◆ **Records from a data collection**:
-------------------------

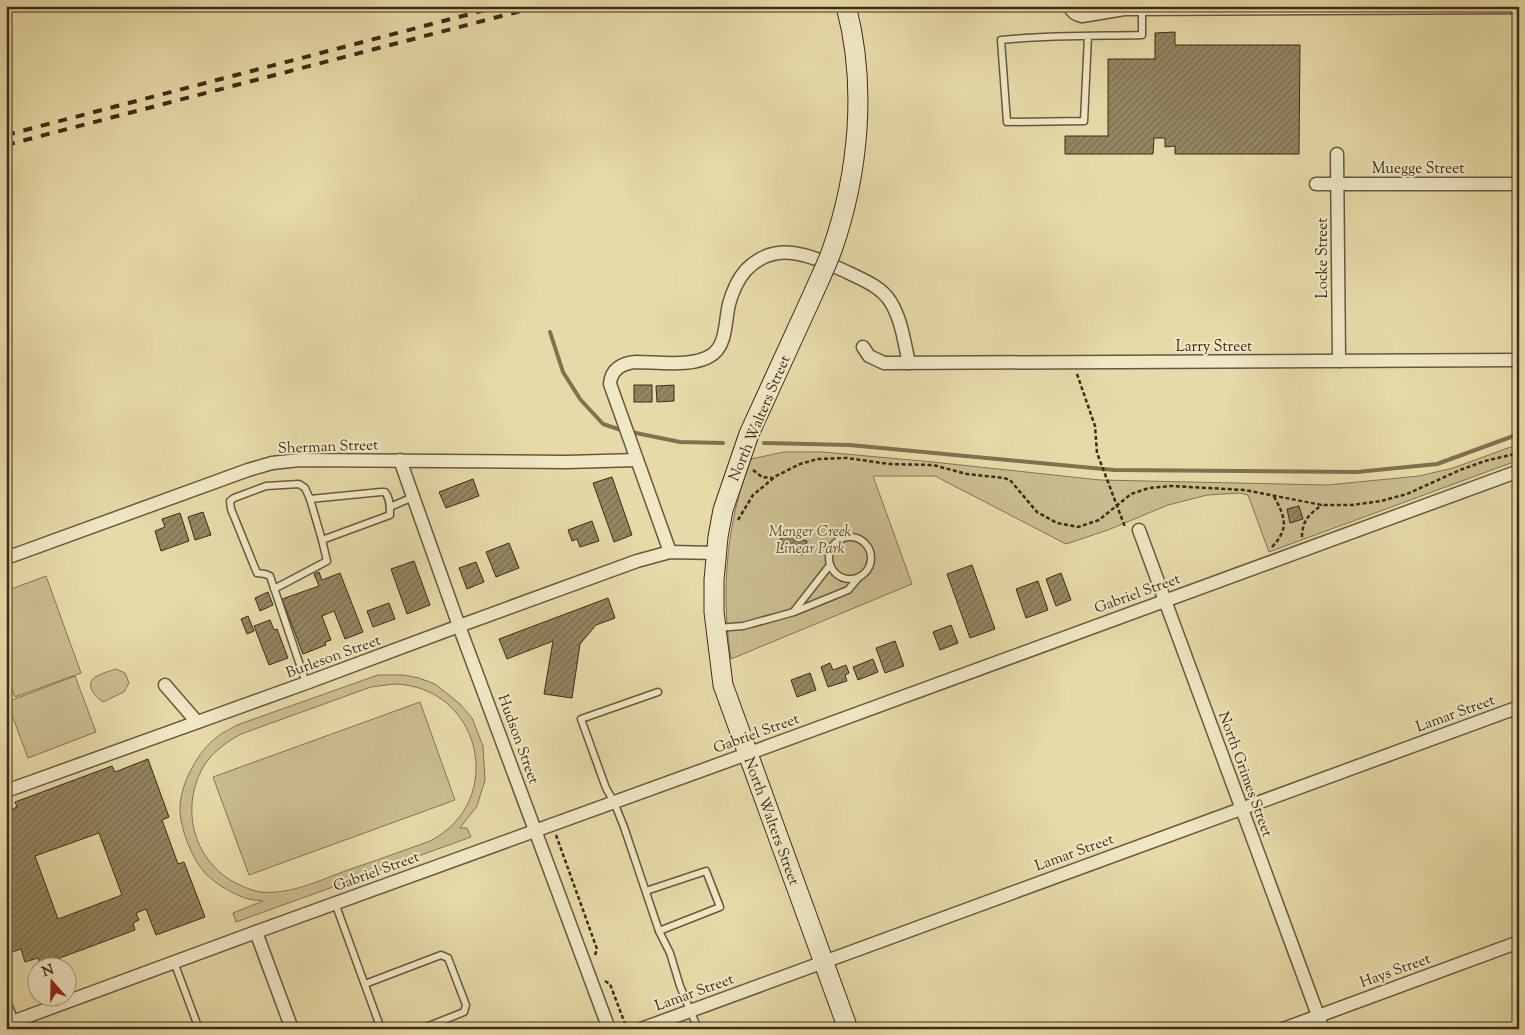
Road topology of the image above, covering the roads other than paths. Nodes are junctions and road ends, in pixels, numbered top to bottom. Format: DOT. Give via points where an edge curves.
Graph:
graph roads {
  1 [pos="846,6"];
  2 [pos="1069,6"];
  3 [pos="1519,7"];
  4 [pos="1122,8"];
  5 [pos="1142,9"];
  6 [pos="1088,36"];
  7 [pos="1337,154"];
  8 [pos="1316,184"];
  9 [pos="1338,184"];
  10 [pos="1519,184"];
  11 [pos="863,347"];
  12 [pos="1519,360"];
  13 [pos="1339,361"];
  14 [pos="909,363"];
  15 [pos="400,460"];
  16 [pos="637,460"];
  17 [pos="1519,471"];
  18 [pos="414,497"];
  19 [pos="310,500"];
  20 [pos="390,507"];
  21 [pos="1139,530"];
  22 [pos="322,540"];
  23 [pos="670,552"];
  24 [pos="716,553"];
  25 [pos="6,558"];
  26 [pos="830,565"];
  27 [pos="859,577"];
  28 [pos="274,589"];
  29 [pos="1165,600"];
  30 [pos="794,612"];
  31 [pos="459,626"];
  32 [pos="716,628"];
  33 [pos="306,684"];
  34 [pos="165,685"];
  35 [pos="658,692"];
  36 [pos="1519,707"];
  37 [pos="197,722"];
  38 [pos="747,754"];
  39 [pos="6,791"];
  40 [pos="614,802"];
  41 [pos="1242,808"];
  42 [pos="535,831"];
  43 [pos="646,891"];
  44 [pos="335,903"];
  45 [pos="659,931"];
  46 [pos="256,932"];
  47 [pos="1519,942"];
  48 [pos="824,961"];
  49 [pos="174,962"];
  50 [pos="365,984"];
  51 [pos="6,998"];
  52 [pos="691,1010"];
  53 [pos="1318,1016"];
  54 [pos="11,1024"];
  55 [pos="200,1029"];
  56 [pos="292,1029"];
  57 [pos="381,1029"];
  58 [pos="421,1029"];
  59 [pos="609,1029"];
  60 [pos="641,1029"];
  61 [pos="698,1029"];
  62 [pos="848,1029"];
  63 [pos="1283,1029"];
  64 [pos="1323,1029"];
  1 -- 24 [label="main road, North Walters Street, bridge" via="858,83 854,150 843,215 832,251 744,446 723,510"];
  2 -- 4 [label="street" via="1076,15 1082,16"];
  3 -- 5 [label="street"];
  4 -- 5 [label="street"];
  5 -- 6 [label="lane" via="1142,36"];
  6 -- 6 [label="lane" via="1002,40 1007,122 1084,121"];
  7 -- 9 [label="street, Locke Street"];
  8 -- 9 [label="street, Muegge Street"];
  9 -- 10 [label="street, Muegge Street"];
  9 -- 13 [label="street, Locke Street"];
  11 -- 14 [label="street, Larry Street" via="869,356 884,363"];
  12 -- 13 [label="street, Larry Street"];
  13 -- 14 [label="street, Larry Street"];
  14 -- 16 [label="street" via="900,319 884,293 872,284 814,257 790,252 759,260 738,281 722,343 714,353 692,363 629,362 614,371 610,384"];
  15 -- 16 [label="street, Sherman Street"];
  15 -- 18 [label="street, Hudson Street"];
  15 -- 25 [label="street, Sherman Street" via="272,463"];
  16 -- 23 [label="street"];
  17 -- 29 [label="street, Gabriel Street"];
  18 -- 20 [label="lane"];
  18 -- 31 [label="street, Hudson Street"];
  19 -- 20 [label="lane" via="385,492"];
  19 -- 22 [label="lane"];
  19 -- 28 [label="lane" via="305,488 299,484 266,486 230,501 257,574 270,576"];
  20 -- 22 [label="lane" via="390,515 386,517"];
  21 -- 29 [label="street, North Grimes Street"];
  22 -- 28 [label="lane" via="327,561"];
  23 -- 24 [label="street, Burleson Street"];
  23 -- 31 [label="street, Burleson Street"];
  24 -- 32 [label="main road, North Walters Street"];
  26 -- 27 [label="lane" via="845,579"];
  26 -- 27 [label="lane" via="830,551 838,540 852,536 858,538 865,542 872,554 869,568"];
  26 -- 30 [label="lane"];
  27 -- 30 [label="lane" via="848,590"];
  28 -- 33 [label="lane"];
  29 -- 38 [label="street, Gabriel Street"];
  29 -- 41 [label="street, North Grimes Street"];
  30 -- 32 [label="lane" via="743,626"];
  31 -- 33 [label="street, Burleson Street"];
  31 -- 42 [label="street, Hudson Street"];
  32 -- 38 [label="main road, North Walters Street" via="724,685"];
  33 -- 37 [label="street, Burleson Street"];
  34 -- 37 [label="street"];
  35 -- 40 [label="lane" via="581,719"];
  36 -- 41 [label="street, Lamar Street"];
  37 -- 39 [label="street, Burleson Street"];
  38 -- 40 [label="street, Gabriel Street"];
  38 -- 48 [label="main road, North Walters Street"];
  40 -- 42 [label="street, Gabriel Street"];
  40 -- 43 [label="lane"];
  41 -- 48 [label="street, Lamar Street"];
  41 -- 53 [label="street, North Grimes Street"];
  42 -- 44 [label="street, Gabriel Street"];
  42 -- 59 [label="street, Hudson Street"];
  43 -- 45 [label="lane"];
  43 -- 45 [label="lane" via="706,871 720,907"];
  44 -- 46 [label="street, Gabriel Street"];
  44 -- 50 [label="lane"];
  45 -- 52 [label="lane"];
  46 -- 49 [label="street, Gabriel Street"];
  46 -- 56 [label="street"];
  47 -- 53 [label="street, Hays Street"];
  48 -- 52 [label="street, Lamar Street"];
  48 -- 62 [label="main road, North Walters Street"];
  49 -- 54 [label="street, Gabriel Street"];
  49 -- 55 [label="lane"];
  50 -- 57 [label="lane"];
  50 -- 58 [label="lane" via="442,955 448,958 466,1005 464,1012"];
  51 -- 54 [label="lane"];
  52 -- 60 [label="street, Lamar Street"];
  52 -- 61 [label="lane"];
  53 -- 63 [label="street, Hays Street"];
  53 -- 64 [label="street, North Grimes Street"];
}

-------------------------

Bring together each line above where the string "Lamar" turns up.

  36 -- 41 [label="street, Lamar Street"];
  41 -- 48 [label="street, Lamar Street"];
  48 -- 52 [label="street, Lamar Street"];
  52 -- 60 [label="street, Lamar Street"];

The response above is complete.